7. The laminated semiconductor device according to claim 6, wherein the first and second ID through electrodes are connected to the input pads and output pads through input and output connection wirings simultaneously formed at the formation of the through electrodes respectively.

8. The laminated semiconductor device according to claim 5, wherein the internal circuit includes an adder, and the adder receives a layer setting input signal from an input pad of one pair of the input and output pads, generates added layer identification information, and outputs the layer identification information from an output pad of the other pair of the input and output pads to use the adding result as the layer identification information of each layer.
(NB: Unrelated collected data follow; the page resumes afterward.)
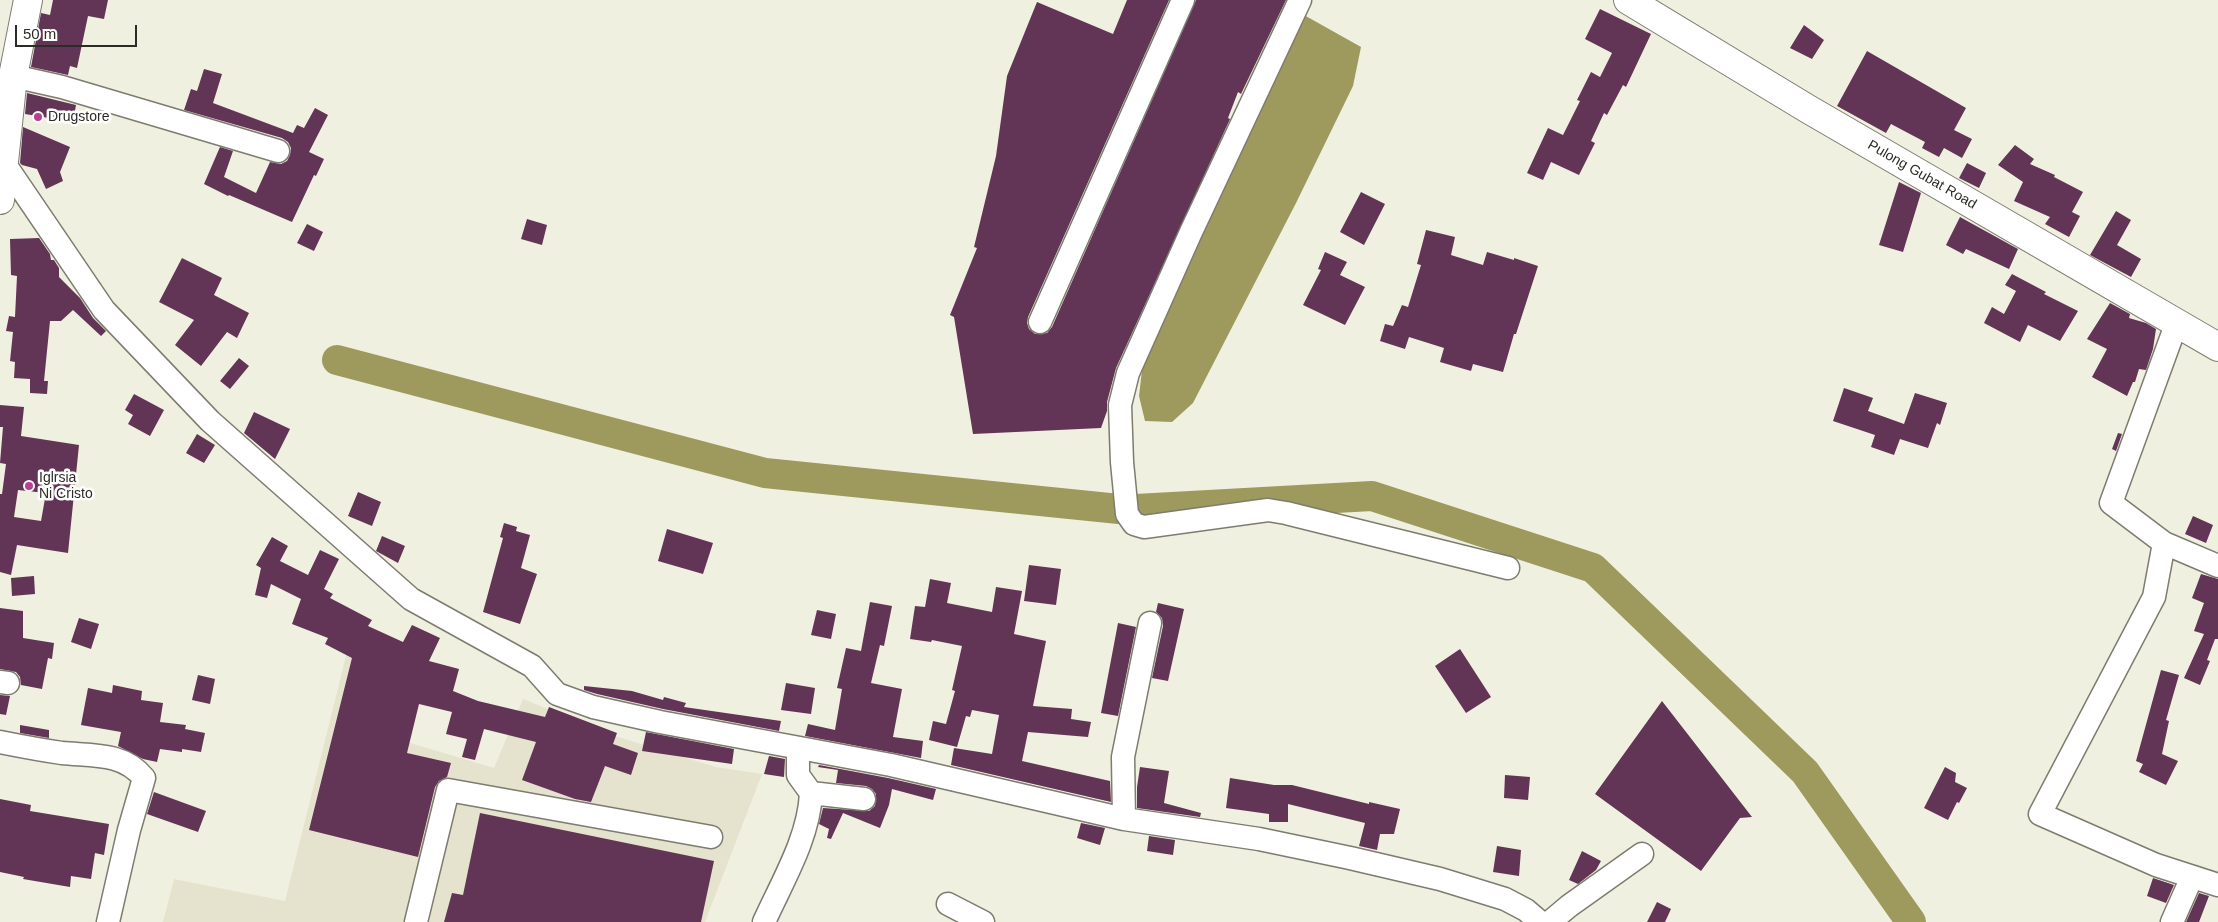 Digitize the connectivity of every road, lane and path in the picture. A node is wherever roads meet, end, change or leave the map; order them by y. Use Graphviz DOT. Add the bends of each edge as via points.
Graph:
graph roads {
  1 [pos="28,0"];
  2 [pos="1183,0"];
  3 [pos="1300,0"];
  4 [pos="1628,0"];
  5 [pos="13,76"];
  6 [pos="278,151"];
  7 [pos="2,159"];
  8 [pos="0,200"];
  9 [pos="1040,322"];
  10 [pos="2177,322"];
  11 [pos="2218,346"];
  12 [pos="2164,543"];
  13 [pos="2218,566"];
  14 [pos="1508,568"];
  15 [pos="1150,623"];
  16 [pos="0,742"];
  17 [pos="798,748"];
  18 [pos="811,793"];
  19 [pos="864,799"];
  20 [pos="1124,819"];
  21 [pos="711,837"];
  22 [pos="1642,854"];
  23 [pos="2192,877"];
  24 [pos="2218,885"];
  25 [pos="948,904"];
  26 [pos="1513,914"];
  27 [pos="108,922"];
  28 [pos="416,922"];
  29 [pos="764,922"];
  30 [pos="983,922"];
  31 [pos="1540,922"];
  32 [pos="1550,922"];
  33 [pos="2172,922"];
  1 -- 5 [label="main road"];
  2 -- 9 [label="street"];
  3 -- 14 [label="street" via="1128,373 1120,405 1127,514 1134,524 1144,528 1268,510"];
  4 -- 10 [label="main road, Pulong Gubat Road" via="1808,109"];
  5 -- 6 [label="street" via="62,87"];
  5 -- 7 [label="main road"];
  7 -- 8 [label="main road"];
  7 -- 17 [label="street" via="104,310 210,421 411,599 532,666 557,694 593,707"];
  10 -- 11 [label="main road, Pulong Gubat Road"];
  10 -- 12 [label="street" via="2110,503"];
  12 -- 13 [label="street"];
  12 -- 23 [label="street" via="2154,597 2040,814 2156,865"];
  15 -- 20 [label="street" via="1123,757"];
  16 -- 27 [label="street" via="61,753 111,757 135,767 144,778"];
  17 -- 18 [label="street" via="798,775"];
  17 -- 20 [label="street"];
  18 -- 19 [label="street"];
  18 -- 29 [label="street" via="811,805 798,847"];
  20 -- 26 [label="street" via="1259,839 1440,879 1505,899"];
  21 -- 28 [label="street" via="448,790"];
  22 -- 32 [label="street"];
  23 -- 24 [label="street"];
  23 -- 33 [label="street"];
  25 -- 30 [label="street"];
  26 -- 31 [label="street"];
}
9. A layer identification method for a laminated semiconductor device including a first semiconductor chip having a first ID through electrode and a second semiconductor chip having a second ID through electrode that is disposed at a position different from that of the first ID through electrode, the semiconductor chips being alternately stacked,

wherein the first semiconductor chip that receives layer identification information from a prior layer generates layer identification information of the own layer in an internal circuit, and outputs the generated layer identification information to the second semiconductor chip of a next layer to generate layer identification information of each layer.

10. The layer identification method for the laminated semiconductor device according to claim 9, wherein the semiconductor chips in each layer further include comparison and determination circuits for comparing the generated layer identification information with an input layer identification signal and determining whether or not each layer is selected.

11. The laminated semiconductor device according to claim 1, wherein the first and second semiconductor chips include internal circuits for generating and storing layer identification information related to respective layers and wherein the internal circuits are connected in cascade to each other.